*** Block opens ***

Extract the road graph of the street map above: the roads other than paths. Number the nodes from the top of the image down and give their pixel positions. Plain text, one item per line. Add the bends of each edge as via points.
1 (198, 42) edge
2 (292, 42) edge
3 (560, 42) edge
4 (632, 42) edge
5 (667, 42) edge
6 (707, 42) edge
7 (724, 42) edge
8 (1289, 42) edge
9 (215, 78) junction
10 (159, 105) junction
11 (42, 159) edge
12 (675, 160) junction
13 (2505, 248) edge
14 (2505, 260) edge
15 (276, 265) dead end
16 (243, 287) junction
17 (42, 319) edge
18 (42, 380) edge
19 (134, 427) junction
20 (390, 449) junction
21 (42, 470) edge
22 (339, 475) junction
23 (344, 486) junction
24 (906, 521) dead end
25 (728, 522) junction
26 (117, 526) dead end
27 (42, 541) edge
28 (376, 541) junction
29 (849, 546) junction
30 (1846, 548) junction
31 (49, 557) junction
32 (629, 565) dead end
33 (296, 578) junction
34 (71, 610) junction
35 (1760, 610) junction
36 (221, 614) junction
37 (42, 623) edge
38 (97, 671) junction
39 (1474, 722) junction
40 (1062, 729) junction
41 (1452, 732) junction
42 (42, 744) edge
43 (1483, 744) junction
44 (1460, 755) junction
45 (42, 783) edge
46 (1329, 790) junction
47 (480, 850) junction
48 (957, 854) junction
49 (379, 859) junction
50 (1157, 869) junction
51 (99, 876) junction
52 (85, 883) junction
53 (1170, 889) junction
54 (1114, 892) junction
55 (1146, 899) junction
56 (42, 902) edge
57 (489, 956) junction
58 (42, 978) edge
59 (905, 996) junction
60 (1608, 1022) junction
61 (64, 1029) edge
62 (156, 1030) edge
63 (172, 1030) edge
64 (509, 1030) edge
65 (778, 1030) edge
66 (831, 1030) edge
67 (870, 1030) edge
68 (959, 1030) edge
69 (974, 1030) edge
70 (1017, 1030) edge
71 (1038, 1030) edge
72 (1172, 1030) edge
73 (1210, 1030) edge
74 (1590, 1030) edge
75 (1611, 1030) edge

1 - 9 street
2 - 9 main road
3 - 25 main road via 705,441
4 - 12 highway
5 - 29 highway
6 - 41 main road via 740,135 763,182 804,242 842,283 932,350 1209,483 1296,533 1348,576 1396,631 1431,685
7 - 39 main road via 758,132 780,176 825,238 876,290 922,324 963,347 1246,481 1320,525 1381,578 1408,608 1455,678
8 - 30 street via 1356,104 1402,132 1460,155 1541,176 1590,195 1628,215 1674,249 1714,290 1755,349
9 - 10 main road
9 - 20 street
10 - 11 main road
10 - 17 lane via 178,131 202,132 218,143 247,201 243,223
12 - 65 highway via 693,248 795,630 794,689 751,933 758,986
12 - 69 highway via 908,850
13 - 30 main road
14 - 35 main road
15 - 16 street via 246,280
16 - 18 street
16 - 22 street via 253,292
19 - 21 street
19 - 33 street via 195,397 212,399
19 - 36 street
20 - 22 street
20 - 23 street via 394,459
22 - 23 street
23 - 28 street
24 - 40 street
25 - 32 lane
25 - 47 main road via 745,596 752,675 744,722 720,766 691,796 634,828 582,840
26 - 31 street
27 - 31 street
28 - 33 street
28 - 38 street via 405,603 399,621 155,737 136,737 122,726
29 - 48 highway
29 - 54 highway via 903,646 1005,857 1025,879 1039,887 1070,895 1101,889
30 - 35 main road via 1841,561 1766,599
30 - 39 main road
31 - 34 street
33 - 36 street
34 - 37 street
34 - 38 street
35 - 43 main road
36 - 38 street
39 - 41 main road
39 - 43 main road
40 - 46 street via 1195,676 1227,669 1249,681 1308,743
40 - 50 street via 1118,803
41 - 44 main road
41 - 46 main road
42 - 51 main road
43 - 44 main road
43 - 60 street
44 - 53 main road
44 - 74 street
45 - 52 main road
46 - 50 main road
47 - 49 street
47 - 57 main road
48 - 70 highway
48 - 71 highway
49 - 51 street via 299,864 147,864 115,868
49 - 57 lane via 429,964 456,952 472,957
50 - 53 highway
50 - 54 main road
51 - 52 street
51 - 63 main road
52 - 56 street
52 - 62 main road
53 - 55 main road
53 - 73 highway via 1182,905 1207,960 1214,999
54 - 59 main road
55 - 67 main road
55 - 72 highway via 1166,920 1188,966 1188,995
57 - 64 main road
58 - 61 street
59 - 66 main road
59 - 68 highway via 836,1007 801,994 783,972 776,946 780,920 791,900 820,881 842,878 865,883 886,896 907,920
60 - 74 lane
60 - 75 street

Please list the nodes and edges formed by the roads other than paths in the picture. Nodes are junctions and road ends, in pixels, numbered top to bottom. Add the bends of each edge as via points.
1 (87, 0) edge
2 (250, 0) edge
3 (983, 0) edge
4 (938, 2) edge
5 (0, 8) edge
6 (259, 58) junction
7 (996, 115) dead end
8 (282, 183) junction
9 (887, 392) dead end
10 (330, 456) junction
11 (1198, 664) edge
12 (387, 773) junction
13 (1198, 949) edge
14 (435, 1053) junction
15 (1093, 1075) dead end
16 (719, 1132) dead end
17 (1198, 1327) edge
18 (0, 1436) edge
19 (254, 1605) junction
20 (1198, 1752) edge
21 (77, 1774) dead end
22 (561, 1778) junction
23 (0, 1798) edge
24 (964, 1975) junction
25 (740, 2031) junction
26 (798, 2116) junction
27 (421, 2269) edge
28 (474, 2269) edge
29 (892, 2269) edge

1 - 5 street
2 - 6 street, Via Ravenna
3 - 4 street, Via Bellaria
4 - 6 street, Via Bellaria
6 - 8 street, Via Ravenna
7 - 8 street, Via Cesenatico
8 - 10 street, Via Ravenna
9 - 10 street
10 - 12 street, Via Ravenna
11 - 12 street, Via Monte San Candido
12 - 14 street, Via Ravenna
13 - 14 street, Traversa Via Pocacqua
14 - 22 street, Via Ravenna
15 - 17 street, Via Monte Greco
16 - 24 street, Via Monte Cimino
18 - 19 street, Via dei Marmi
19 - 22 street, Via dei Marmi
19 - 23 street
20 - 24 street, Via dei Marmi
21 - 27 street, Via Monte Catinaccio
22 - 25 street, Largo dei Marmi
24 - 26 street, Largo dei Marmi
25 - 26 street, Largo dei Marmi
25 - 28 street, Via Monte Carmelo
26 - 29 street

*** Block closes ***

- [Task statement]: Make an exact copy of the records.

- [Written solution]:
Extract the road graph of the street map above: the roads other than paths. Number the nodes from the top of the image down and give their pixel positions. Plain text, one item per line. Add the bends of each edge as via points.
1 (198, 42) edge
2 (292, 42) edge
3 (560, 42) edge
4 (632, 42) edge
5 (667, 42) edge
6 (707, 42) edge
7 (724, 42) edge
8 (1289, 42) edge
9 (215, 78) junction
10 (159, 105) junction
11 (42, 159) edge
12 (675, 160) junction
13 (2505, 248) edge
14 (2505, 260) edge
15 (276, 265) dead end
16 (243, 287) junction
17 (42, 319) edge
18 (42, 380) edge
19 (134, 427) junction
20 (390, 449) junction
21 (42, 470) edge
22 (339, 475) junction
23 (344, 486) junction
24 (906, 521) dead end
25 (728, 522) junction
26 (117, 526) dead end
27 (42, 541) edge
28 (376, 541) junction
29 (849, 546) junction
30 (1846, 548) junction
31 (49, 557) junction
32 (629, 565) dead end
33 (296, 578) junction
34 (71, 610) junction
35 (1760, 610) junction
36 (221, 614) junction
37 (42, 623) edge
38 (97, 671) junction
39 (1474, 722) junction
40 (1062, 729) junction
41 (1452, 732) junction
42 (42, 744) edge
43 (1483, 744) junction
44 (1460, 755) junction
45 (42, 783) edge
46 (1329, 790) junction
47 (480, 850) junction
48 (957, 854) junction
49 (379, 859) junction
50 (1157, 869) junction
51 (99, 876) junction
52 (85, 883) junction
53 (1170, 889) junction
54 (1114, 892) junction
55 (1146, 899) junction
56 (42, 902) edge
57 (489, 956) junction
58 (42, 978) edge
59 (905, 996) junction
60 (1608, 1022) junction
61 (64, 1029) edge
62 (156, 1030) edge
63 (172, 1030) edge
64 (509, 1030) edge
65 (778, 1030) edge
66 (831, 1030) edge
67 (870, 1030) edge
68 (959, 1030) edge
69 (974, 1030) edge
70 (1017, 1030) edge
71 (1038, 1030) edge
72 (1172, 1030) edge
73 (1210, 1030) edge
74 (1590, 1030) edge
75 (1611, 1030) edge

1 - 9 street
2 - 9 main road
3 - 25 main road via 705,441
4 - 12 highway
5 - 29 highway
6 - 41 main road via 740,135 763,182 804,242 842,283 932,350 1209,483 1296,533 1348,576 1396,631 1431,685
7 - 39 main road via 758,132 780,176 825,238 876,290 922,324 963,347 1246,481 1320,525 1381,578 1408,608 1455,678
8 - 30 street via 1356,104 1402,132 1460,155 1541,176 1590,195 1628,215 1674,249 1714,290 1755,349
9 - 10 main road
9 - 20 street
10 - 11 main road
10 - 17 lane via 178,131 202,132 218,143 247,201 243,223
12 - 65 highway via 693,248 795,630 794,689 751,933 758,986
12 - 69 highway via 908,850
13 - 30 main road
14 - 35 main road
15 - 16 street via 246,280
16 - 18 street
16 - 22 street via 253,292
19 - 21 street
19 - 33 street via 195,397 212,399
19 - 36 street
20 - 22 street
20 - 23 street via 394,459
22 - 23 street
23 - 28 street
24 - 40 street
25 - 32 lane
25 - 47 main road via 745,596 752,675 744,722 720,766 691,796 634,828 582,840
26 - 31 street
27 - 31 street
28 - 33 street
28 - 38 street via 405,603 399,621 155,737 136,737 122,726
29 - 48 highway
29 - 54 highway via 903,646 1005,857 1025,879 1039,887 1070,895 1101,889
30 - 35 main road via 1841,561 1766,599
30 - 39 main road
31 - 34 street
33 - 36 street
34 - 37 street
34 - 38 street
35 - 43 main road
36 - 38 street
39 - 41 main road
39 - 43 main road
40 - 46 street via 1195,676 1227,669 1249,681 1308,743
40 - 50 street via 1118,803
41 - 44 main road
41 - 46 main road
42 - 51 main road
43 - 44 main road
43 - 60 street
44 - 53 main road
44 - 74 street
45 - 52 main road
46 - 50 main road
47 - 49 street
47 - 57 main road
48 - 70 highway
48 - 71 highway
49 - 51 street via 299,864 147,864 115,868
49 - 57 lane via 429,964 456,952 472,957
50 - 53 highway
50 - 54 main road
51 - 52 street
51 - 63 main road
52 - 56 street
52 - 62 main road
53 - 55 main road
53 - 73 highway via 1182,905 1207,960 1214,999
54 - 59 main road
55 - 67 main road
55 - 72 highway via 1166,920 1188,966 1188,995
57 - 64 main road
58 - 61 street
59 - 66 main road
59 - 68 highway via 836,1007 801,994 783,972 776,946 780,920 791,900 820,881 842,878 865,883 886,896 907,920
60 - 74 lane
60 - 75 street

Please list the nodes and edges formed by the roads other than paths in the picture. Nodes are junctions and road ends, in pixels, numbered top to bottom. Add the bends of each edge as via points.
1 (87, 0) edge
2 (250, 0) edge
3 (983, 0) edge
4 (938, 2) edge
5 (0, 8) edge
6 (259, 58) junction
7 (996, 115) dead end
8 (282, 183) junction
9 (887, 392) dead end
10 (330, 456) junction
11 (1198, 664) edge
12 (387, 773) junction
13 (1198, 949) edge
14 (435, 1053) junction
15 (1093, 1075) dead end
16 (719, 1132) dead end
17 (1198, 1327) edge
18 (0, 1436) edge
19 (254, 1605) junction
20 (1198, 1752) edge
21 (77, 1774) dead end
22 (561, 1778) junction
23 (0, 1798) edge
24 (964, 1975) junction
25 (740, 2031) junction
26 (798, 2116) junction
27 (421, 2269) edge
28 (474, 2269) edge
29 (892, 2269) edge

1 - 5 street
2 - 6 street, Via Ravenna
3 - 4 street, Via Bellaria
4 - 6 street, Via Bellaria
6 - 8 street, Via Ravenna
7 - 8 street, Via Cesenatico
8 - 10 street, Via Ravenna
9 - 10 street
10 - 12 street, Via Ravenna
11 - 12 street, Via Monte San Candido
12 - 14 street, Via Ravenna
13 - 14 street, Traversa Via Pocacqua
14 - 22 street, Via Ravenna
15 - 17 street, Via Monte Greco
16 - 24 street, Via Monte Cimino
18 - 19 street, Via dei Marmi
19 - 22 street, Via dei Marmi
19 - 23 street
20 - 24 street, Via dei Marmi
21 - 27 street, Via Monte Catinaccio
22 - 25 street, Largo dei Marmi
24 - 26 street, Largo dei Marmi
25 - 26 street, Largo dei Marmi
25 - 28 street, Via Monte Carmelo
26 - 29 street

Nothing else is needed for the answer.